Rocketfuel webhooks support the following events:-
* **PayeeAdded**: This event is triggered when a new payee is successfully added to the system. It confirms that the payee's information has been registered and is ready for further action.
* **PayeeKycStarted**: This webhook is triggered when the Know Your Customer (KYC) process for a payee begins. It signifies that the verification process for the payee's identity has been initiated.
* **PayeeKycStatusChange**: This event is sent whenever there is a change in the payee’s KYC status. It updates the current status of the verification process, such as whether it has been approved, rejected, or is pending further action.

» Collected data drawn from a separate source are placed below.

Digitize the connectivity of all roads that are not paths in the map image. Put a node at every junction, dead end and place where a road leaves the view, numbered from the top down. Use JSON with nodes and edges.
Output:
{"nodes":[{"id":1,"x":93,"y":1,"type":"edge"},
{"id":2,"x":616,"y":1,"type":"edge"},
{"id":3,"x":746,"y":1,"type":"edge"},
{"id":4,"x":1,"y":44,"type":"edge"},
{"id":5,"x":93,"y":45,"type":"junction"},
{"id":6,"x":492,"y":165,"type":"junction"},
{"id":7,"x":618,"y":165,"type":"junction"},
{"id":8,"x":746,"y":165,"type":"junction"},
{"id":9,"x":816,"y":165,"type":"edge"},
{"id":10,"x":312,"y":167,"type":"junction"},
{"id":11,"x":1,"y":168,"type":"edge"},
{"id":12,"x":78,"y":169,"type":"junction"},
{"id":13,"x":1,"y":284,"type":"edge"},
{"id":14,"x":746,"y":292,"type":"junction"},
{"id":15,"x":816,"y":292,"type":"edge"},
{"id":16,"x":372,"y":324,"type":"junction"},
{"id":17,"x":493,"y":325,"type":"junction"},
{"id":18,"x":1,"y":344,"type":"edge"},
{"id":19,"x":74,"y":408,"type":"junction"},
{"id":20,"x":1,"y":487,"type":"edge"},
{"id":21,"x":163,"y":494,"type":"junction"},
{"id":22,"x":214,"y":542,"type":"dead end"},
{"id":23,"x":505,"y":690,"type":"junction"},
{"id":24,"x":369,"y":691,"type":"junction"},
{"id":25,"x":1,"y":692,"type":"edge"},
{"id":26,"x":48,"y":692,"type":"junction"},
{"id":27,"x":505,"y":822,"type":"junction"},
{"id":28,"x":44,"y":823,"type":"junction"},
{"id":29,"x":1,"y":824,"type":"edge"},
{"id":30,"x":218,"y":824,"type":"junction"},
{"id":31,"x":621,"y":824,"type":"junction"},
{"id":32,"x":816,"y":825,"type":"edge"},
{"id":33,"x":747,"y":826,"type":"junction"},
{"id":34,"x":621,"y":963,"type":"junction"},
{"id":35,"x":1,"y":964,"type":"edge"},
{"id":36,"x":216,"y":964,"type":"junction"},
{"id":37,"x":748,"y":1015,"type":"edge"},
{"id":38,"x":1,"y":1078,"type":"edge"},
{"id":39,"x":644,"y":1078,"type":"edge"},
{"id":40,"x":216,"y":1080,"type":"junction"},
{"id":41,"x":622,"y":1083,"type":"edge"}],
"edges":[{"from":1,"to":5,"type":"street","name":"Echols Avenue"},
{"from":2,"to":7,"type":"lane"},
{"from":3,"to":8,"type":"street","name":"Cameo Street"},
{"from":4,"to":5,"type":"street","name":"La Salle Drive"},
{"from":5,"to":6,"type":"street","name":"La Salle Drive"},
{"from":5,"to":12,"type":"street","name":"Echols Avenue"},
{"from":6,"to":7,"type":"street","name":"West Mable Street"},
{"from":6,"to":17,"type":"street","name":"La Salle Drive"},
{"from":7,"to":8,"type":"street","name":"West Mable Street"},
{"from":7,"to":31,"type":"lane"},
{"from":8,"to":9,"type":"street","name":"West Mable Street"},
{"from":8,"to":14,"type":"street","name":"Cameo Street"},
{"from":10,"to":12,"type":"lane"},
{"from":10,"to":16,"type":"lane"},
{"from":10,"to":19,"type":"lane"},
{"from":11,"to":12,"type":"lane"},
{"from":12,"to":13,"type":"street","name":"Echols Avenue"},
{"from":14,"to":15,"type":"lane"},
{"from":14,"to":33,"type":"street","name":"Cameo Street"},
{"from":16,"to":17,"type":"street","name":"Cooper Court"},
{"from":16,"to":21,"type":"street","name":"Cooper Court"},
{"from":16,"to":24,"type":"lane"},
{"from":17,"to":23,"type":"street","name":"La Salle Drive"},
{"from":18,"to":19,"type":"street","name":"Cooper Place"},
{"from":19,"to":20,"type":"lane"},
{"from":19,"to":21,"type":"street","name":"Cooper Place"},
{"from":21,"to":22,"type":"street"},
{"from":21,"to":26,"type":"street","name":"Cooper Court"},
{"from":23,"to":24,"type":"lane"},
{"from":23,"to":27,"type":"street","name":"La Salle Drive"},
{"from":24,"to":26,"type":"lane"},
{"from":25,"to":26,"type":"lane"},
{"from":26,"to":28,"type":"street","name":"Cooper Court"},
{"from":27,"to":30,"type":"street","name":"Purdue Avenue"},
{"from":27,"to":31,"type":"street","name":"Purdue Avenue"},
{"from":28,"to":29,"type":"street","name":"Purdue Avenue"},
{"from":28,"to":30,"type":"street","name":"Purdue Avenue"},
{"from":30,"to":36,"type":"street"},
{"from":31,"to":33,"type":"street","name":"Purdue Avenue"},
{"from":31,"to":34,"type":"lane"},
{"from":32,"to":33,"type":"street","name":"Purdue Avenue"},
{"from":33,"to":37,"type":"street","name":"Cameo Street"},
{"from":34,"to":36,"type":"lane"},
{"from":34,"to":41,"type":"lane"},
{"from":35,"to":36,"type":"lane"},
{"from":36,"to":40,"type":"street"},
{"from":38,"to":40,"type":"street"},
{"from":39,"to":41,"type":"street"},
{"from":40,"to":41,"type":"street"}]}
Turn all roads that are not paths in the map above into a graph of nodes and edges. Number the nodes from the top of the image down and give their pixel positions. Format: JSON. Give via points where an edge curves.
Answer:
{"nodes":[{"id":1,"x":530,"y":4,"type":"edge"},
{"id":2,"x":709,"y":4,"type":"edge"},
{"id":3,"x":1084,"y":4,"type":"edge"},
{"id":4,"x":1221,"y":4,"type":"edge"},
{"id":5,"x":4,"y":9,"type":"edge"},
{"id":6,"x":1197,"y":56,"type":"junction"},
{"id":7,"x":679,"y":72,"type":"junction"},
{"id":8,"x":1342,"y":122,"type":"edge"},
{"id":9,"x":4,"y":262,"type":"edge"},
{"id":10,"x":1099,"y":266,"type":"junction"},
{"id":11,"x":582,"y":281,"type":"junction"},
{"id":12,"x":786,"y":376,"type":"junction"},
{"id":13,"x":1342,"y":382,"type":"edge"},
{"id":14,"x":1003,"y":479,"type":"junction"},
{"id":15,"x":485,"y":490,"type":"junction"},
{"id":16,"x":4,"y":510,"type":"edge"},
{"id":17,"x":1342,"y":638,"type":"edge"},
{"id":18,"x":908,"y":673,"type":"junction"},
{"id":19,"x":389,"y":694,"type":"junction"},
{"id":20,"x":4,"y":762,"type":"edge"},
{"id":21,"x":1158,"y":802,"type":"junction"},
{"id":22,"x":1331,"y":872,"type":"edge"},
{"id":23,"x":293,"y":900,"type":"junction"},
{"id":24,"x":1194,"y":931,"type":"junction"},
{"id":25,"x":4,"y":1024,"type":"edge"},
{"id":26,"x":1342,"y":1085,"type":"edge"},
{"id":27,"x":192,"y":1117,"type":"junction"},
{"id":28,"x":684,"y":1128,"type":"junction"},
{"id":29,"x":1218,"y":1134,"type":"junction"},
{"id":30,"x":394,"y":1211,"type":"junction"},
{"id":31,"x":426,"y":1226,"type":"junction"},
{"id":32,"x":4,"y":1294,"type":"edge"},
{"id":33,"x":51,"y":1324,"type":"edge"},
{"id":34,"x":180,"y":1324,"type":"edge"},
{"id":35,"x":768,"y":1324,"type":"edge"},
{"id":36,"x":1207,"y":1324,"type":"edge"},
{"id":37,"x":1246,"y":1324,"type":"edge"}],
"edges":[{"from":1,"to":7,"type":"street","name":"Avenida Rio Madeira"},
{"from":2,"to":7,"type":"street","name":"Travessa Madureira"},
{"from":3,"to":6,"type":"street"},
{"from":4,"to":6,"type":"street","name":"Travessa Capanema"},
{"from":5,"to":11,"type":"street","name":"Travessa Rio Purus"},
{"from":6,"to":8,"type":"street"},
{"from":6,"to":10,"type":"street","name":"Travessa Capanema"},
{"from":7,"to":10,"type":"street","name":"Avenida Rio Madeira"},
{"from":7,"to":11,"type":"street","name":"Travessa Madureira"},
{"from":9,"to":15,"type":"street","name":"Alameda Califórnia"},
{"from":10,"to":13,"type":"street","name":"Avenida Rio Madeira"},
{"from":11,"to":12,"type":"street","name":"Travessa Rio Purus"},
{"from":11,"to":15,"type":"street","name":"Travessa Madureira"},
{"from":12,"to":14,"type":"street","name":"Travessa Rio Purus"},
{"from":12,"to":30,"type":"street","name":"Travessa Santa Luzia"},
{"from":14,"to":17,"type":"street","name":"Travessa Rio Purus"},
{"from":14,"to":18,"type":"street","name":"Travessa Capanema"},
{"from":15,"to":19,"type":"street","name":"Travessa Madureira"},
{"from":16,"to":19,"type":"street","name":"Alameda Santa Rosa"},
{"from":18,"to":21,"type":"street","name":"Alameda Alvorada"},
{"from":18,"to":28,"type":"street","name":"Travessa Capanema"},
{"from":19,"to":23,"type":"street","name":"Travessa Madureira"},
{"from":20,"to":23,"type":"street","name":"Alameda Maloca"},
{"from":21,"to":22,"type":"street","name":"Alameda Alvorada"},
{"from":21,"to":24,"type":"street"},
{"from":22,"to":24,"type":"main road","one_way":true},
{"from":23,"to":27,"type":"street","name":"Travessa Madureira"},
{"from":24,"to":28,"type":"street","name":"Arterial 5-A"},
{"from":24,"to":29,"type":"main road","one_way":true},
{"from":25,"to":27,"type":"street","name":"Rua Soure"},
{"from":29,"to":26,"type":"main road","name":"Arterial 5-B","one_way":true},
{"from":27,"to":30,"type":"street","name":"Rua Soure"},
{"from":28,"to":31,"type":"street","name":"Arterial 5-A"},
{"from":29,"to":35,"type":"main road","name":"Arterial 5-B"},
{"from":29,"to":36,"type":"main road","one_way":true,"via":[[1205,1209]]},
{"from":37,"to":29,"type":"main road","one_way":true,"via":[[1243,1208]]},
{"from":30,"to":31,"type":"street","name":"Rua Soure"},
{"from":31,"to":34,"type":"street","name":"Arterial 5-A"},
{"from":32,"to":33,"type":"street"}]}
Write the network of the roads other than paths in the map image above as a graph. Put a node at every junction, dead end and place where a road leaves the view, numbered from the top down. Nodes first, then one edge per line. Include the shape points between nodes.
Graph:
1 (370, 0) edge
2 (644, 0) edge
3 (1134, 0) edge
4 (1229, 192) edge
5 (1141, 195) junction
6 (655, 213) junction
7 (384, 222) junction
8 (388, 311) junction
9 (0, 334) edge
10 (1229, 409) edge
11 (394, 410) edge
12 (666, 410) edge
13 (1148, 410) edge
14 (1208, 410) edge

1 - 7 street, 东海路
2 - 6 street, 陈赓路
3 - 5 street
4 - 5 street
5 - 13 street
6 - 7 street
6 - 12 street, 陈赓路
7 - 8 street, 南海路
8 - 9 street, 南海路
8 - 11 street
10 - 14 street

* **PayeeFundAllocated**: This webhook is triggered when funds are successfully allocated to the payee. It signifies that the funds intended for the payout have been reserved.
* **PayoutStarted**: This event is triggered when the payout process begins. It confirms that the payout has been initiated for the payee and the payment is in progress.
* **PayoutStatusChange**: This webhook is sent when there is a change in the status of a payout. It provides updates on the current state of the payout, such as successful completion, failure, or being in progress.
## Securing Callbacks
Order callbacks originating from RocketFuel will be signed using our callback signing RSA private key.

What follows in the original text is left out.